Le Polyram, un produit dangereux pour l'environnement utilisé par Jean-Lefebvre Pacifique, serait à l'origine de la pollution de l'arroyo de Ducos (Nouméa)

 

En suite de ce post, 1ères conclusions

 

Près de trois mois après la pollution dans un arroyo de Ducos
, les résultats d'analyses de l'eau et de chair de poissons ne sont toujours pas connus. L'affaire remonte à fin juin.

Alertée par des habitants des squats de Ducos industrie, l'association Corail Vivant découvre plus d'une centaine de poissons morts dans cet arroyo créé en baie de Koutio-Koueta, entre l'avenue de la Baie-de-Koutio et le remblai qui doit servir à la future route des Baies.
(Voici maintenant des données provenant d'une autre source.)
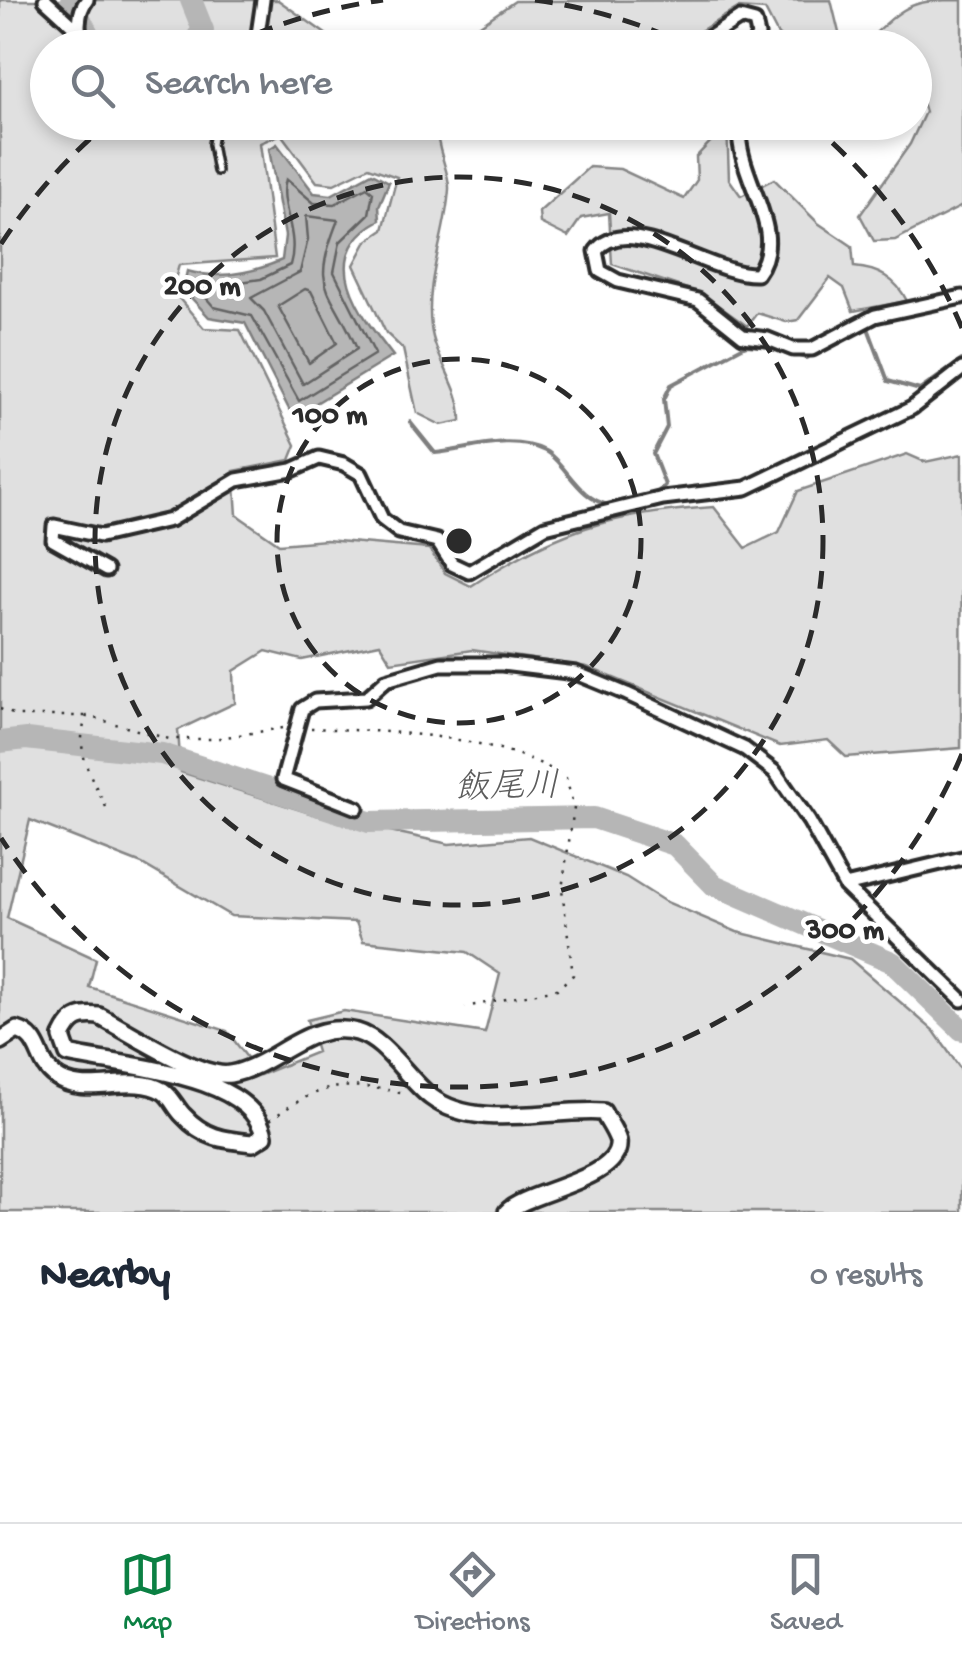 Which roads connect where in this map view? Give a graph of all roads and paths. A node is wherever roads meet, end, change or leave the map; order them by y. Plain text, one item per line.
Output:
1 (45, 0) edge
2 (263, 0) edge
3 (84, 4) edge
4 (80, 28) joint
5 (259, 30) edge
6 (721, 30) edge
7 (757, 30) edge
8 (213, 140) edge
9 (740, 140) edge
10 (217, 171) dead end
11 (962, 297) edge
12 (962, 369) edge
13 (106, 570) dead end
14 (0, 708) edge
15 (88, 716) junction
16 (298, 727) junction
17 (106, 807) dead end
18 (357, 808) dead end
19 (962, 858) edge
20 (845, 886) junction
21 (962, 1000) edge
22 (465, 1007) dead end
23 (0, 1041) edge
24 (432, 1098) junction
25 (262, 1125) junction
26 (507, 1212) edge

1 - 4 street
2 - 5 street
3 - 4 street
6 - 7 street
8 - 10 lane
9 - 11 street
12 - 13 street
14 - 15 path
15 - 16 path
15 - 17 path
16 - 18 street
16 - 20 street
16 - 22 path
19 - 20 street
20 - 21 street
23 - 25 main road
24 - 25 path
24 - 25 main road
24 - 26 main road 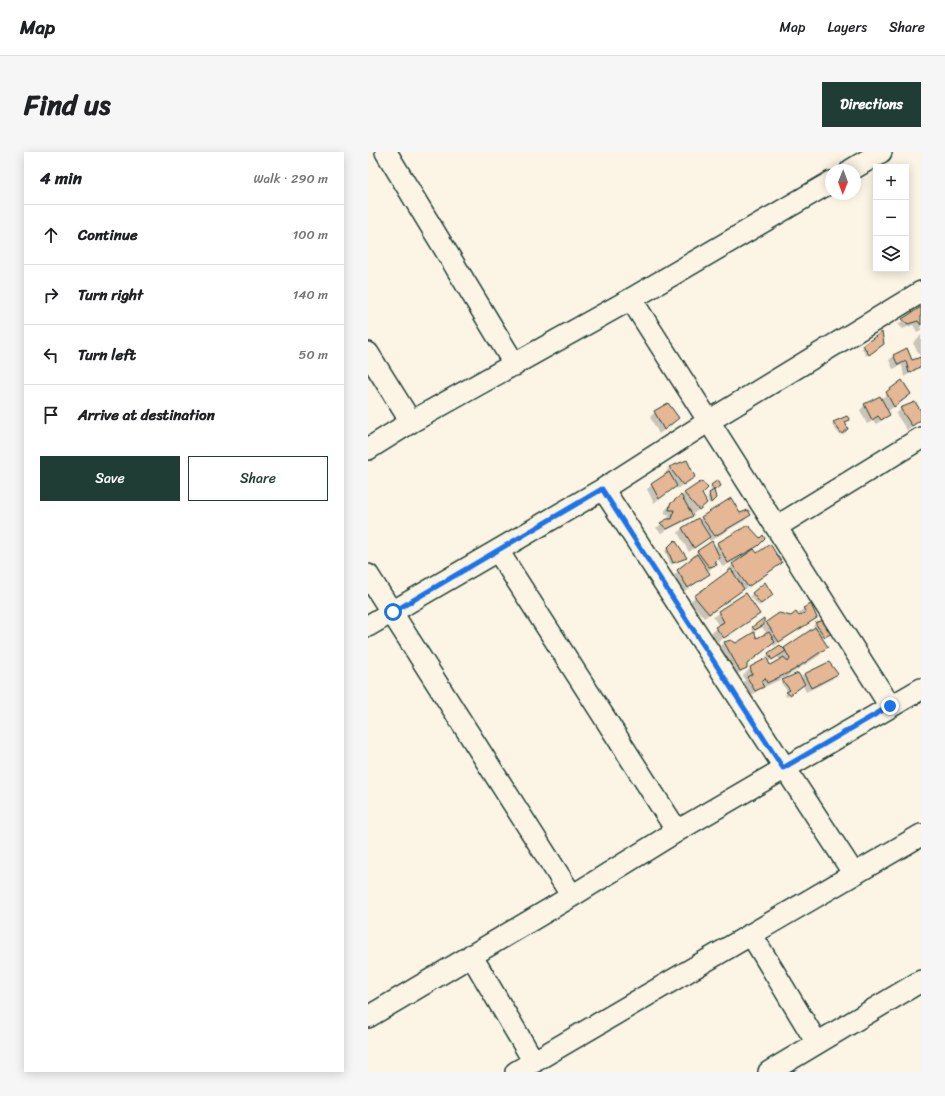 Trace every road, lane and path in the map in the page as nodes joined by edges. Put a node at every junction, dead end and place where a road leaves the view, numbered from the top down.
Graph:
1 (386, 152) edge
2 (881, 152) edge
3 (860, 164) edge
4 (825, 186) edge
5 (921, 292) edge
6 (631, 299) junction
7 (368, 353) edge
8 (515, 364) junction
9 (709, 421) junction
10 (411, 422) junction
11 (921, 438) edge
12 (368, 449) edge
13 (602, 489) junction
14 (776, 527) junction
15 (498, 551) junction
16 (368, 575) edge
17 (393, 612) junction
18 (368, 626) edge
19 (921, 689) edge
20 (890, 706) junction
21 (783, 768) junction
22 (677, 831) junction
23 (921, 834) edge
24 (854, 874) junction
25 (572, 896) junction
26 (751, 934) junction
27 (472, 955) junction
28 (921, 981) edge
29 (368, 1017) edge
30 (817, 1043) junction
31 (525, 1067) edge
32 (769, 1072) edge

1 - 8 street
2 - 3 street
4 - 6 street
5 - 9 street
6 - 8 street
6 - 9 street
7 - 10 street
8 - 10 street
9 - 13 street
9 - 14 street
10 - 12 street
11 - 14 street
13 - 15 street
13 - 21 street
14 - 20 street
15 - 17 street
15 - 22 street
16 - 17 street
17 - 18 street
17 - 25 street
19 - 20 street
20 - 21 street
21 - 22 street
21 - 24 street
22 - 25 street
23 - 24 street
24 - 26 street
25 - 27 street
26 - 30 street
26 - 31 street
27 - 29 street
27 - 31 street
28 - 30 street
30 - 32 street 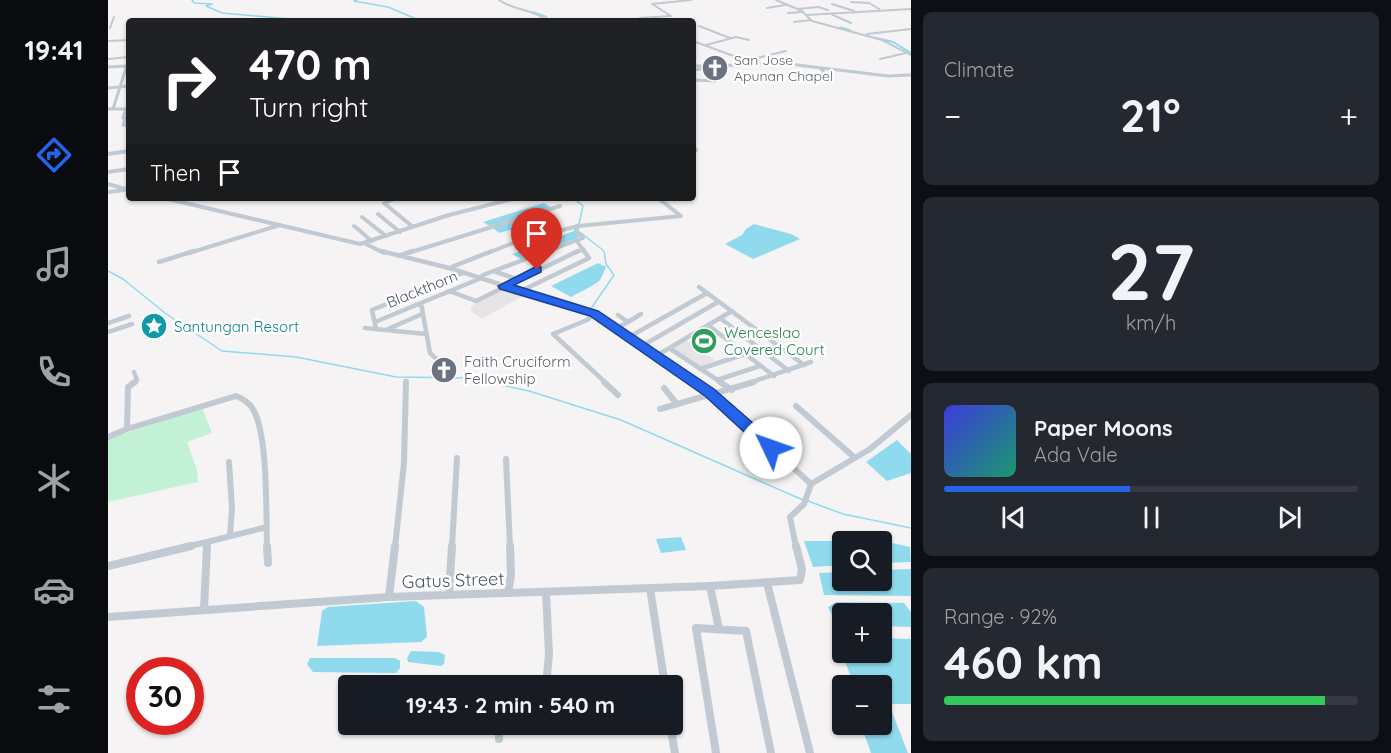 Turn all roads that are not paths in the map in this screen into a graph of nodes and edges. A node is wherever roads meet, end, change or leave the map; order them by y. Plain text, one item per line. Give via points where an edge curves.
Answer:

Liquide. Les services de la ville constatent également l'ampleur des dégâts et réalisent des prélèvements d'eau et de poissons en vue d'analyses.

« Nous avons procédé aux analyses d'eau habituelles qui n'ont rien révélé d'anormal, du moins pour expliquer cette importante mortalité qui a touché beaucoup d'organismes », expliquait alors Kevin Lucien, le chef du Sipres (service d'inspection et de prévention des risques environnementaux et sanitaires de la ville).

Selon les riverains, qui pêchent régulièrement dans la zone, la propagation à plusieurs reprises d'un liquide blanchâtre dans l'arroyo aurait précédé cette forte mortalité de poissons.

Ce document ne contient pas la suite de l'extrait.